### [Task statement]
Scan the entries and copy each line where the word "ההגנה" is present.

### [Stored items]
[Start of section]

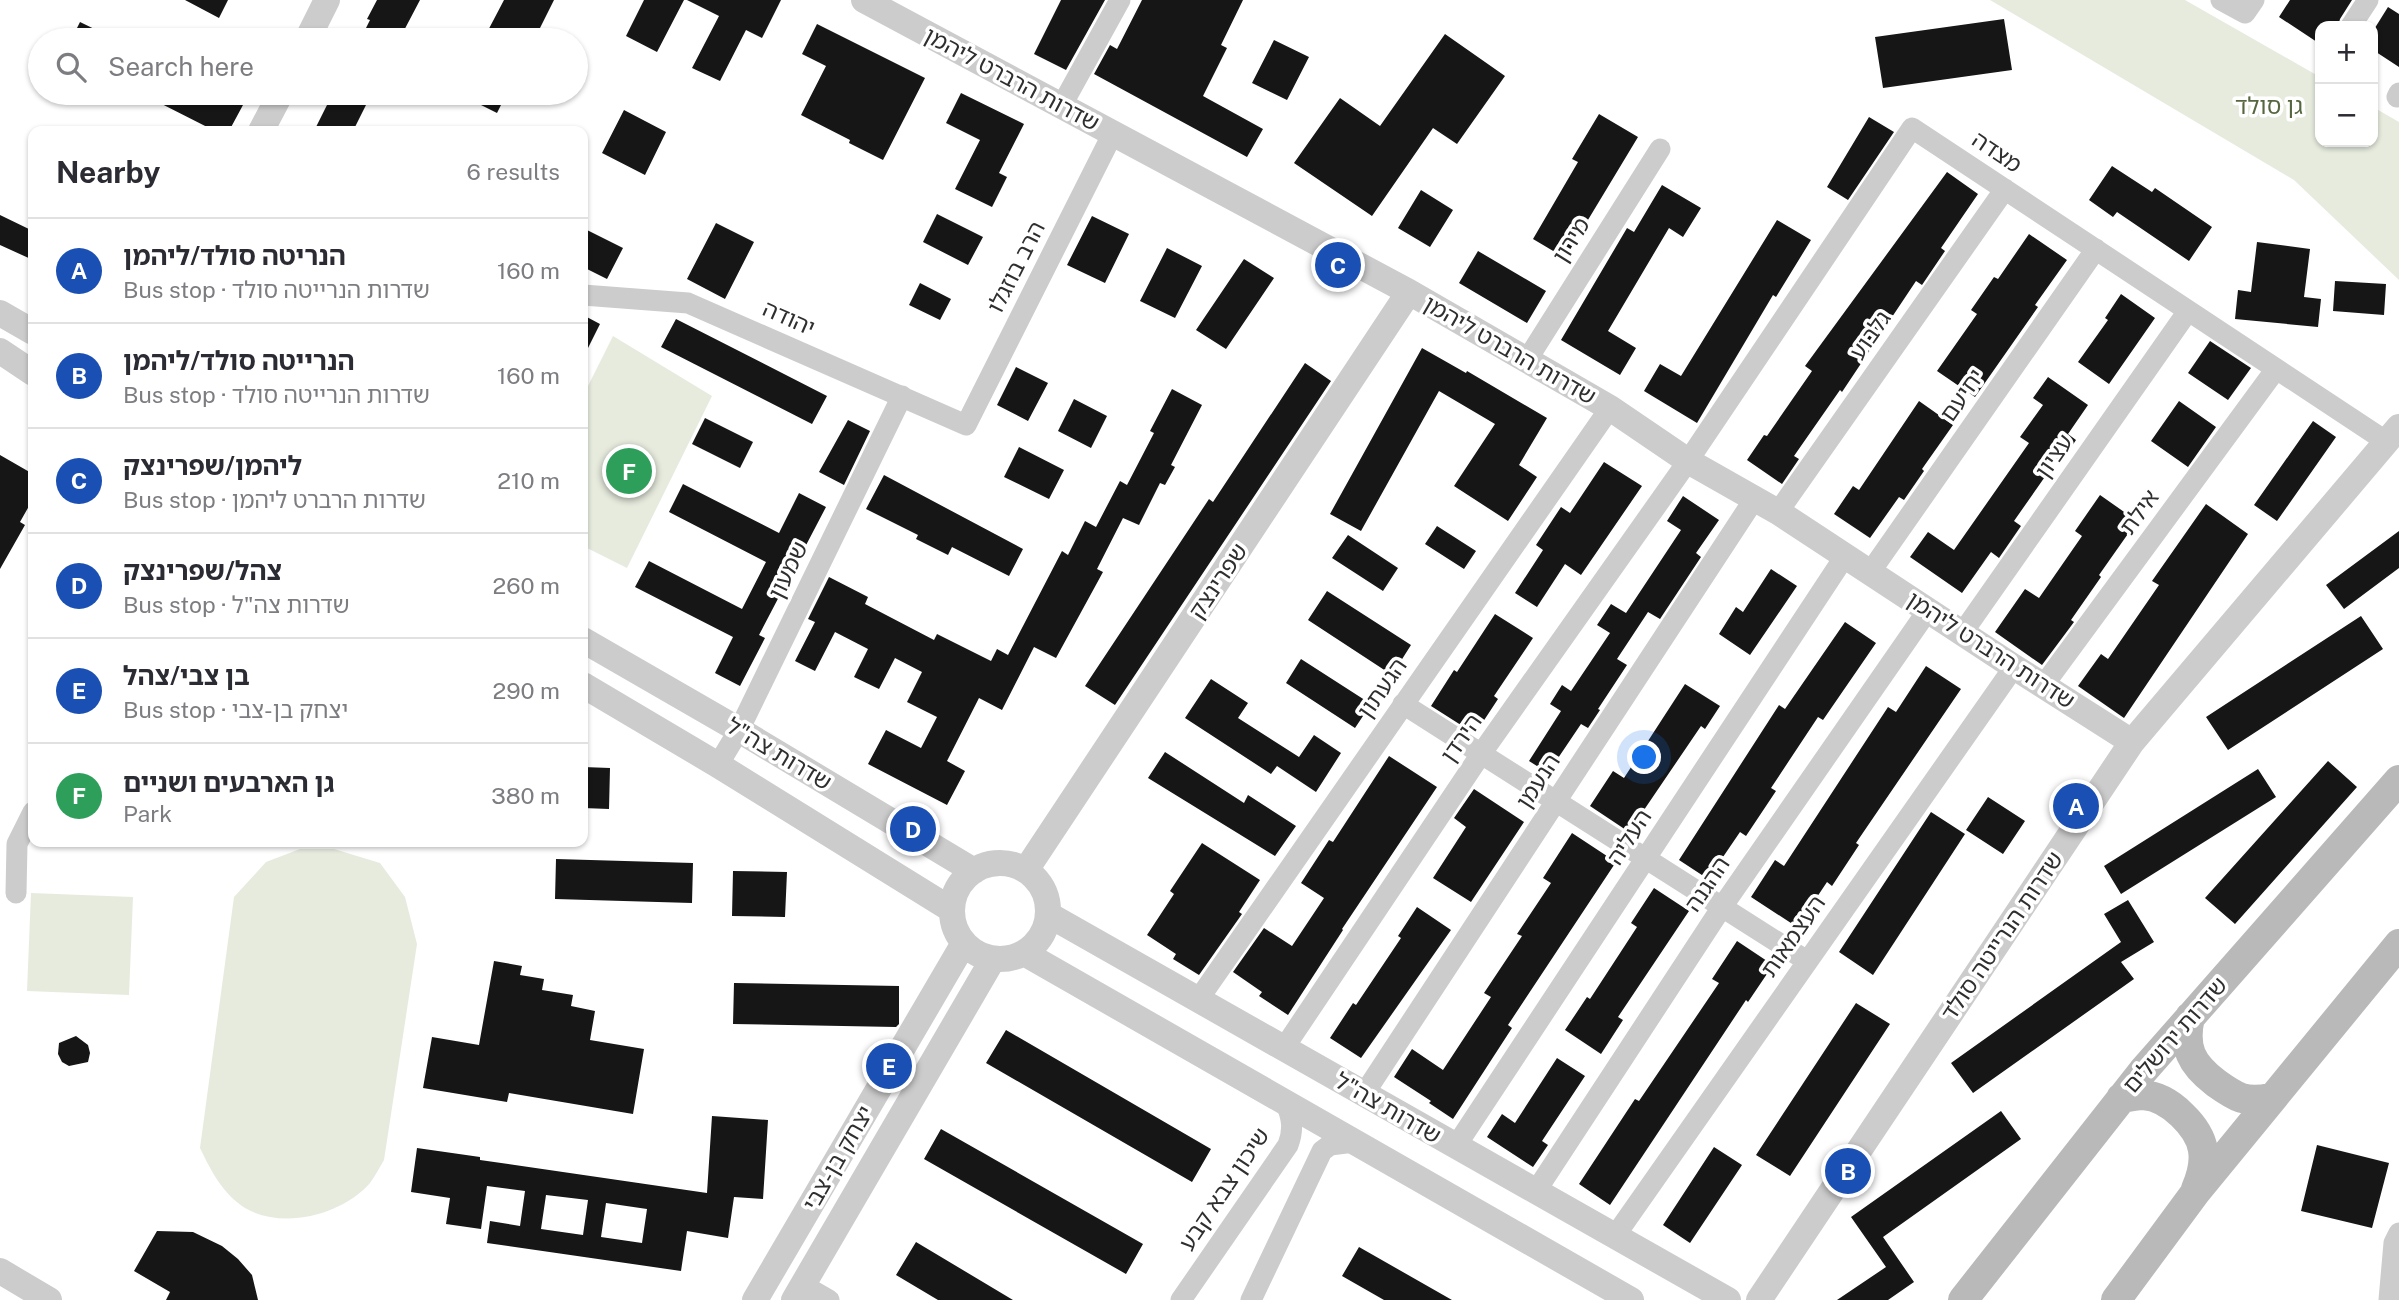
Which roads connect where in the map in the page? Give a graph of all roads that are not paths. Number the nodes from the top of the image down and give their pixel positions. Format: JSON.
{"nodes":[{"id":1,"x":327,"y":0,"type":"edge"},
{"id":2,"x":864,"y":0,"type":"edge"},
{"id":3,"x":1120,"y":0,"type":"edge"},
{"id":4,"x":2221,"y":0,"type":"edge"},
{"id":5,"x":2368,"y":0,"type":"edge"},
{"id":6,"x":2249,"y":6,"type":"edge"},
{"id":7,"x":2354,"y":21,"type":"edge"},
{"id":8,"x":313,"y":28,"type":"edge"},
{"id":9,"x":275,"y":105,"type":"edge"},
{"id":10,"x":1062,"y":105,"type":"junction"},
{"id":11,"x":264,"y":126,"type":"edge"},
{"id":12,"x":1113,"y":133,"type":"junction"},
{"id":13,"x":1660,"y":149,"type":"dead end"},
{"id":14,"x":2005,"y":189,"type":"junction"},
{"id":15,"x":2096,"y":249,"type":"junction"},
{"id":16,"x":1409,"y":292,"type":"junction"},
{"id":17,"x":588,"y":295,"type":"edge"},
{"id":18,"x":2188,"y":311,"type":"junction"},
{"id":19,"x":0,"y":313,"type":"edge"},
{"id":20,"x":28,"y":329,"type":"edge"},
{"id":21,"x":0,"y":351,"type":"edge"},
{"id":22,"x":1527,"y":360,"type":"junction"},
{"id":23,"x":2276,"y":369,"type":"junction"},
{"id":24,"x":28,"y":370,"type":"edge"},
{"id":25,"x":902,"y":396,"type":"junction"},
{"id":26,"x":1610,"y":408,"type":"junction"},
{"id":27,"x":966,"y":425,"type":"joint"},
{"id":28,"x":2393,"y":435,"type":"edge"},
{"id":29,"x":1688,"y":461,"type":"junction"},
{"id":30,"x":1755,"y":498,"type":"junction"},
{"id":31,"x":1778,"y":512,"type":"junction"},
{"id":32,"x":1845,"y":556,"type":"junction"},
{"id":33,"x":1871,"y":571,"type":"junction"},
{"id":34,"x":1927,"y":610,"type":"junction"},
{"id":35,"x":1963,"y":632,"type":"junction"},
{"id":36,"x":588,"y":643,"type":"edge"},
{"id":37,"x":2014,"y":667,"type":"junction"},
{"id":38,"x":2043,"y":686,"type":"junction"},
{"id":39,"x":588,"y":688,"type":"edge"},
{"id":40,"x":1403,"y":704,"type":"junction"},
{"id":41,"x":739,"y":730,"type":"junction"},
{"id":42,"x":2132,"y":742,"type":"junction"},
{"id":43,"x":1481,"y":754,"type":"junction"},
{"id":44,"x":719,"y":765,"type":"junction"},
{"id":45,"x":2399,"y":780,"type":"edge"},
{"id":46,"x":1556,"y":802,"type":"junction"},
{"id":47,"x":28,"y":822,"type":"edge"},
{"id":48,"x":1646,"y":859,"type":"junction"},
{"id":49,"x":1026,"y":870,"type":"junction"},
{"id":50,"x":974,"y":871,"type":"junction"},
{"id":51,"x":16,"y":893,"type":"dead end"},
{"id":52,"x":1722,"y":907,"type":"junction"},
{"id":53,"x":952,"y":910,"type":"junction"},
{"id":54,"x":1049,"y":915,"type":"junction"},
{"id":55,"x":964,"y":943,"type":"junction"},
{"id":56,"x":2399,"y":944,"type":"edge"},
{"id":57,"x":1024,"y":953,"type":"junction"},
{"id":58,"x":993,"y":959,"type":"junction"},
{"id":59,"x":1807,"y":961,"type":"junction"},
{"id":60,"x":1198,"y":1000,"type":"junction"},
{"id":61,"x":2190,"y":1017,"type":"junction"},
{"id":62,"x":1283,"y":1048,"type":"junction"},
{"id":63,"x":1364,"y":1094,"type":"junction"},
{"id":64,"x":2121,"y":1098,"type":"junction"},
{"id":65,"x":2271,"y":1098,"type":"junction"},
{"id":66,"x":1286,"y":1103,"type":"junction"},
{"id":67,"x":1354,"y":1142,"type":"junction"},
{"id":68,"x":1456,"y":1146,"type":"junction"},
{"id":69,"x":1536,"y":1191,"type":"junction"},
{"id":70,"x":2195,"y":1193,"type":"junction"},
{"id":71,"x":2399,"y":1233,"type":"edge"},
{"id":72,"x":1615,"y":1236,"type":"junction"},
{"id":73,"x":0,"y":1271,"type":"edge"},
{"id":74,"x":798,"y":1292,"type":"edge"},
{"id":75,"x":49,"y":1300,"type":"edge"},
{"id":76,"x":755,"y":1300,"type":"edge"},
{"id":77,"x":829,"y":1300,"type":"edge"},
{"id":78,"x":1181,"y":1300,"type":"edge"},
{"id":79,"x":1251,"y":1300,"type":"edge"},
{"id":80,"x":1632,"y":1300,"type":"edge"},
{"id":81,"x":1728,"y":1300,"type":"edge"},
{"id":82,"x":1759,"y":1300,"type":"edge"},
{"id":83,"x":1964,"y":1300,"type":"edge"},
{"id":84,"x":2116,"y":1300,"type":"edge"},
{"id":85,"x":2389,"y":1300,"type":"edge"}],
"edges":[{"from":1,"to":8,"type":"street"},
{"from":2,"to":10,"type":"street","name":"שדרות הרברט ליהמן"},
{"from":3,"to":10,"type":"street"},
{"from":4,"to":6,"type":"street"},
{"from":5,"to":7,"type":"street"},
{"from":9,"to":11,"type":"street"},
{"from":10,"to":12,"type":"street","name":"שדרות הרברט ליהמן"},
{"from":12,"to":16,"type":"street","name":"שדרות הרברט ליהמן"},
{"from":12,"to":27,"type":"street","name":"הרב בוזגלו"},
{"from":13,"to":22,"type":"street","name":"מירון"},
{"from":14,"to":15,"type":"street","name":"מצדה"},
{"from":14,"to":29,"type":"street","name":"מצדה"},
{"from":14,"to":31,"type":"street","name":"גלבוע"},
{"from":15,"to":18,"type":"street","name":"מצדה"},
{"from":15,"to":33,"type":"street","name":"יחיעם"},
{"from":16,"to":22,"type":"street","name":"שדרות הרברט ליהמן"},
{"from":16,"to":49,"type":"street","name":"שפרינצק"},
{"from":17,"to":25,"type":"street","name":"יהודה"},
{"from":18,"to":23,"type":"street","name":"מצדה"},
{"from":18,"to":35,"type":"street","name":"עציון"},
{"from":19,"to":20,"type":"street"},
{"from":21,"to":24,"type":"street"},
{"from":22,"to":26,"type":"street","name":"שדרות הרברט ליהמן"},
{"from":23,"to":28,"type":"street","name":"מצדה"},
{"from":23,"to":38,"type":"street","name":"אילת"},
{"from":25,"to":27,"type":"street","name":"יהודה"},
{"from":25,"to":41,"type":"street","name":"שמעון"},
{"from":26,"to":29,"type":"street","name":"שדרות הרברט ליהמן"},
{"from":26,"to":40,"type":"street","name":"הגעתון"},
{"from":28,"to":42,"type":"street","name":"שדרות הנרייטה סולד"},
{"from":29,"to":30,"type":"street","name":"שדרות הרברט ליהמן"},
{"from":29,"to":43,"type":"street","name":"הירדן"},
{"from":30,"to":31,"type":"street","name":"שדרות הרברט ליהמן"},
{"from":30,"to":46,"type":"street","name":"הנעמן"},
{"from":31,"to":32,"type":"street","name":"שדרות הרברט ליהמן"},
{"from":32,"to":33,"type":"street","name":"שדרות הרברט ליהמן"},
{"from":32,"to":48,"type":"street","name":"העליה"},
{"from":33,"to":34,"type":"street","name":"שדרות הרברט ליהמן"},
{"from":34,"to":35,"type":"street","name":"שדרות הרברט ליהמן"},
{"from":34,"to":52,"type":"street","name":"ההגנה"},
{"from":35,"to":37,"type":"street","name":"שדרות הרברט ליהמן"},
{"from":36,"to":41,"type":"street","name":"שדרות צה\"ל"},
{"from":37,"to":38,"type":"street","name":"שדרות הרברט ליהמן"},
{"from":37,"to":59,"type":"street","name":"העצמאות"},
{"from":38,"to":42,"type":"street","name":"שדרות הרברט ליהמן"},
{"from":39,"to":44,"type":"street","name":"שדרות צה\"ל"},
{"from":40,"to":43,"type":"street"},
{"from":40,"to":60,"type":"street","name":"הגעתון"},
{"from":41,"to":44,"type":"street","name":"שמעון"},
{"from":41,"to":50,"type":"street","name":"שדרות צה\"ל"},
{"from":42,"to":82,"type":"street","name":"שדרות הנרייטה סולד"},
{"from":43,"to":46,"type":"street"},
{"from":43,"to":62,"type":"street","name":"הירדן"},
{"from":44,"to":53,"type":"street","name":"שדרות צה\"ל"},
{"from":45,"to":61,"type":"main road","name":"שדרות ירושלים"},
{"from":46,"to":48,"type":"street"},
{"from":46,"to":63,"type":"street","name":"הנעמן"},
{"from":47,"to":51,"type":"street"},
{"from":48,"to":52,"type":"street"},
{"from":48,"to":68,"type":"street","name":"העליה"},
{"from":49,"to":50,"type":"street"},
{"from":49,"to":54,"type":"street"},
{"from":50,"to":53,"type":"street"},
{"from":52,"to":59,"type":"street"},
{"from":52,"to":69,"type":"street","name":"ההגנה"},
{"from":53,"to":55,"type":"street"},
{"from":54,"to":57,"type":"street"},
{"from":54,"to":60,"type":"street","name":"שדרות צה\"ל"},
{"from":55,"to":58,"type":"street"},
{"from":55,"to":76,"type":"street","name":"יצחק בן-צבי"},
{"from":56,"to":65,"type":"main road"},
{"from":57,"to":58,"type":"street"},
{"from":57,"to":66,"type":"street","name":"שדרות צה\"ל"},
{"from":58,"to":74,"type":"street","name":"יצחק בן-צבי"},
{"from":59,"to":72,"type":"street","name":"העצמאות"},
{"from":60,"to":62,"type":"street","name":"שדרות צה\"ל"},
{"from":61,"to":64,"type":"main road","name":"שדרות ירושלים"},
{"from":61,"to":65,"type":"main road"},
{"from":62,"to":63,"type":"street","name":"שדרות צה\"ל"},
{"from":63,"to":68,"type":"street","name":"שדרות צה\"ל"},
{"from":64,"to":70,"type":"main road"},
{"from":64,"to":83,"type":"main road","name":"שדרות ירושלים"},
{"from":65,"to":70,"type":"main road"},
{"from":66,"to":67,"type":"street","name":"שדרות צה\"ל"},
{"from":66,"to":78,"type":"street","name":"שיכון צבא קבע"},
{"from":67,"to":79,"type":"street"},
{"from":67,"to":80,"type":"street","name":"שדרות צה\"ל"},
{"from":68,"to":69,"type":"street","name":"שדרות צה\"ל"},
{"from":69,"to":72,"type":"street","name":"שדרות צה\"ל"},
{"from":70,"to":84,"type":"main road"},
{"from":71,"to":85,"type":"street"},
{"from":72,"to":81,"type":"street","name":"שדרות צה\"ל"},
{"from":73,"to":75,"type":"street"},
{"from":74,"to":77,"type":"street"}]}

[End of section]

### [Completed exercise]
{"from":34,"to":52,"type":"street","name":"ההגנה"},
{"from":52,"to":69,"type":"street","name":"ההגנה"},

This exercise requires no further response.